National Missing Persons Week: Disappearing Person Alerts

Launches on Snapchat


Article heading image for National Missing Persons Week: Disappearing Person Alerts

The Queensland Police Service announced yesterday the launch of using Disappearing Person Alerts on Snapchat to assist with public messaging to help locate missing people.

As an extension of the current use of Facebook and Twitter to deliver information to the public, the widely used social media platform represents an opportunity to engage with a younger generation of Queenslanders.

Acting Deputy Commissioner, Specialist Operations, Tracy Linford said that using Snapchat broadens the current social media reach that the Queensland Police Service has to further share information about missing people.

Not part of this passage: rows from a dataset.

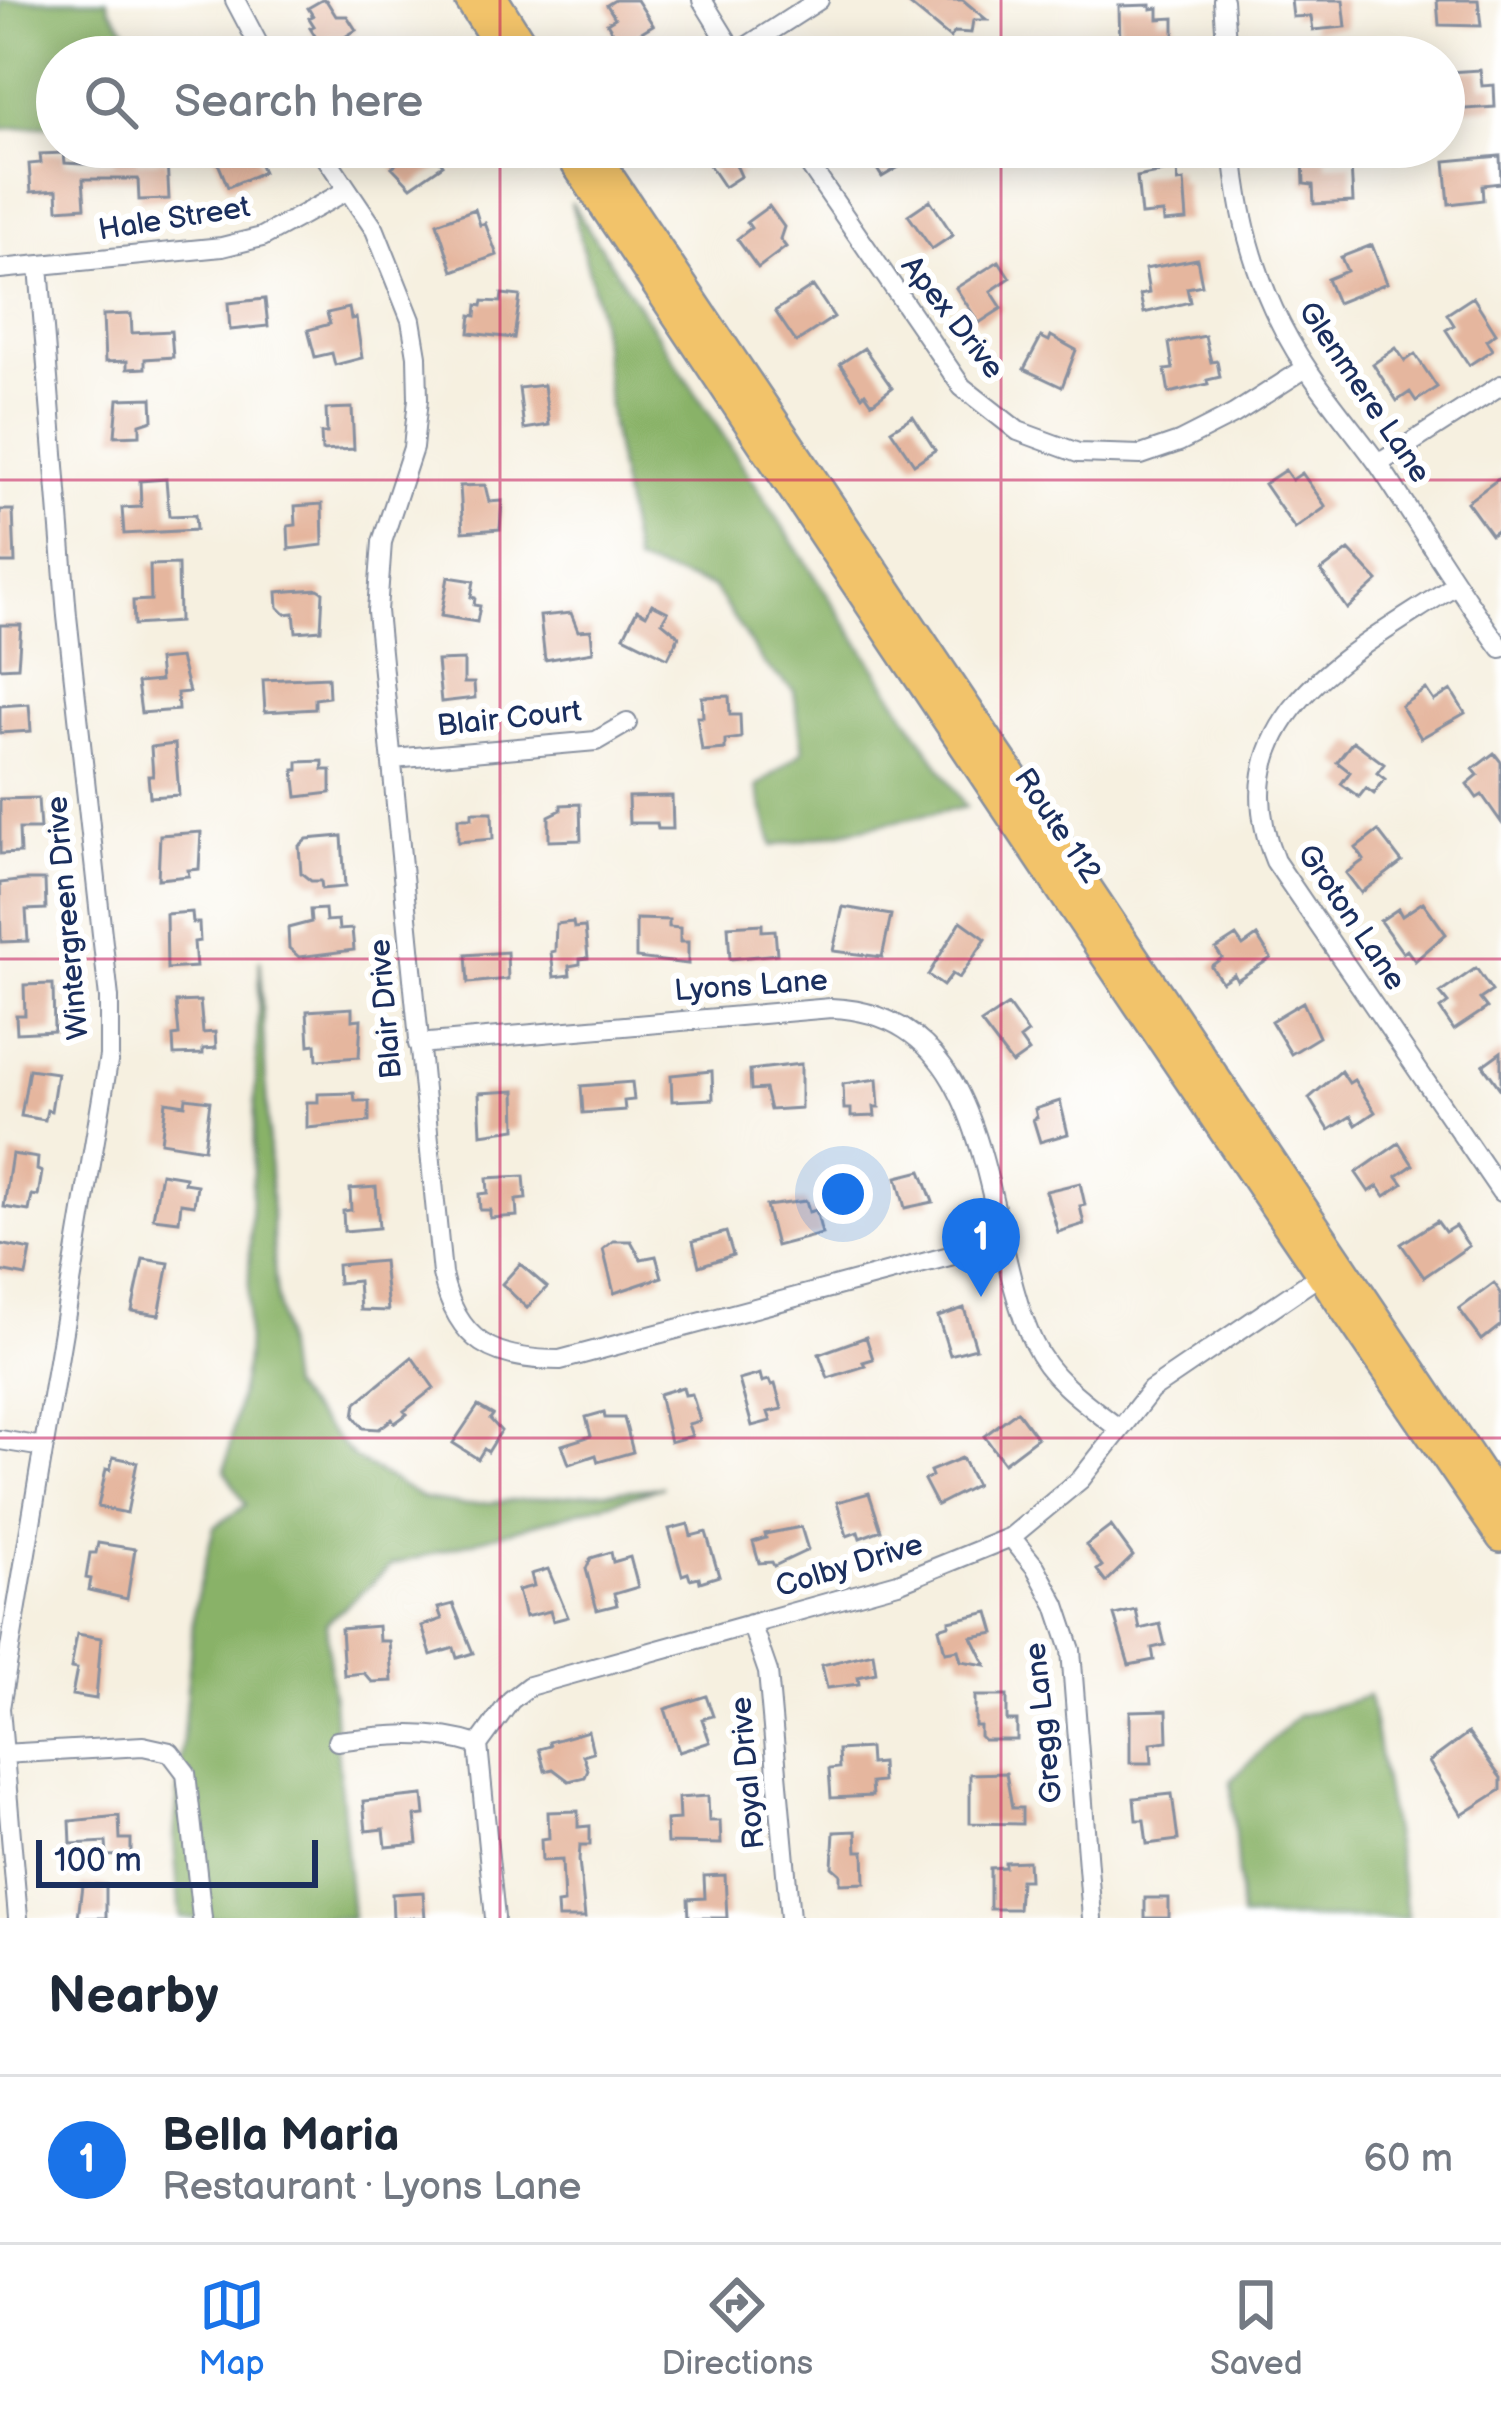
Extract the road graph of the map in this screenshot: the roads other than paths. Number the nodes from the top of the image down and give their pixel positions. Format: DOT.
graph roads {
  1 [pos="235,0"];
  2 [pos="469,0"];
  3 [pos="495,0"];
  4 [pos="702,0"];
  5 [pos="819,0"];
  6 [pos="1223,0"];
  7 [pos="254,36"];
  8 [pos="492,36"];
  9 [pos="518,36"];
  10 [pos="724,36"];
  11 [pos="766,36"];
  12 [pos="1226,36"];
  13 [pos="332,168"];
  14 [pos="578,168"];
  15 [pos="604,168"];
  16 [pos="811,168"];
  17 [pos="1234,168"];
  18 [pos="346,191"];
  19 [pos="39,266"];
  20 [pos="0,269"];
  21 [pos="1306,368"];
  22 [pos="1501,386"];
  23 [pos="1378,464"];
  24 [pos="1454,585"];
  25 [pos="1501,648"];
  26 [pos="626,723"];
  27 [pos="393,760"];
  28 [pos="418,1045"];
  29 [pos="1501,1192"];
  30 [pos="1002,1242"];
  31 [pos="1329,1269"];
  32 [pos="1118,1428"];
  33 [pos="0,1440"];
  34 [pos="44,1447"];
  35 [pos="1501,1502"];
  36 [pos="1011,1537"];
  37 [pos="1501,1538"];
  38 [pos="752,1626"];
  39 [pos="337,1741"];
  40 [pos="478,1745"];
  41 [pos="2,1754"];
  42 [pos="18,1918"];
  43 [pos="202,1918"];
  44 [pos="495,1918"];
  45 [pos="790,1918"];
  46 [pos="1092,1918"];
  1 -- 7 [label="street"];
  2 -- 8 [label="main road"];
  3 -- 9 [label="main road"];
  4 -- 10 [label="street"];
  5 -- 11 [label="street"];
  6 -- 12 [label="street"];
  13 -- 18 [label="street, Blair Drive"];
  14 -- 31 [label="main road, Route 112"];
  15 -- 31 [label="main road, Route 112"];
  16 -- 21 [label="street, Apex Drive"];
  17 -- 21 [label="street, Glenmere Lane"];
  18 -- 19 [label="street, Hale Street"];
  18 -- 27 [label="street, Blair Drive"];
  19 -- 20 [label="street, Hale Street"];
  19 -- 34 [label="street, Wintergreen Drive"];
  21 -- 23 [label="street, Glenmere Lane"];
  22 -- 23 [label="street"];
  23 -- 24 [label="street, Glenmere Lane"];
  24 -- 25 [label="street, Glenmere Lane"];
  24 -- 29 [label="street, Groton Lane"];
  26 -- 27 [label="street, Blair Court"];
  27 -- 28 [label="street, Blair Drive"];
  28 -- 30 [label="street, Lyons Lane"];
  28 -- 30 [label="street, Blair Drive"];
  30 -- 32 [label="street, Lyons Lane"];
  31 -- 32 [label="street, Colby Drive"];
  31 -- 35 [label="main road, Route 112"];
  31 -- 37 [label="main road, Route 112"];
  32 -- 36 [label="street, Colby Drive"];
  33 -- 34 [label="street"];
  34 -- 41 [label="street, Wintergreen Drive"];
  36 -- 38 [label="street, Colby Drive"];
  36 -- 46 [label="street, Gregg Lane"];
  38 -- 40 [label="street, Colby Drive"];
  38 -- 45 [label="street, Royal Drive"];
  39 -- 40 [label="street"];
  40 -- 44 [label="street"];
  41 -- 42 [label="street, Wintergreen Drive"];
  41 -- 43 [label="street"];
}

“The demographics using Snapchat in Australia are largely in the 18 to 25-year-old demographic so it enables us to send information and images to these people who may not be engaged in other forms of social media,” Acting Deputy Commissioner Linford said.

“While the messages appear once and then disappear, any information reaching members of the community to assist us to locate a missing person is positive.

“On average, around 100 people are reported missing to police every week in Queensland. We as a police service do all we can to help families find their loved ones, so this is a logical extension on our already large reach in the social media sphere.”

National Missing Persons Week will this year focus on the high number of youth that are reported missing each year through the campaign “Still waiting for you to come home”.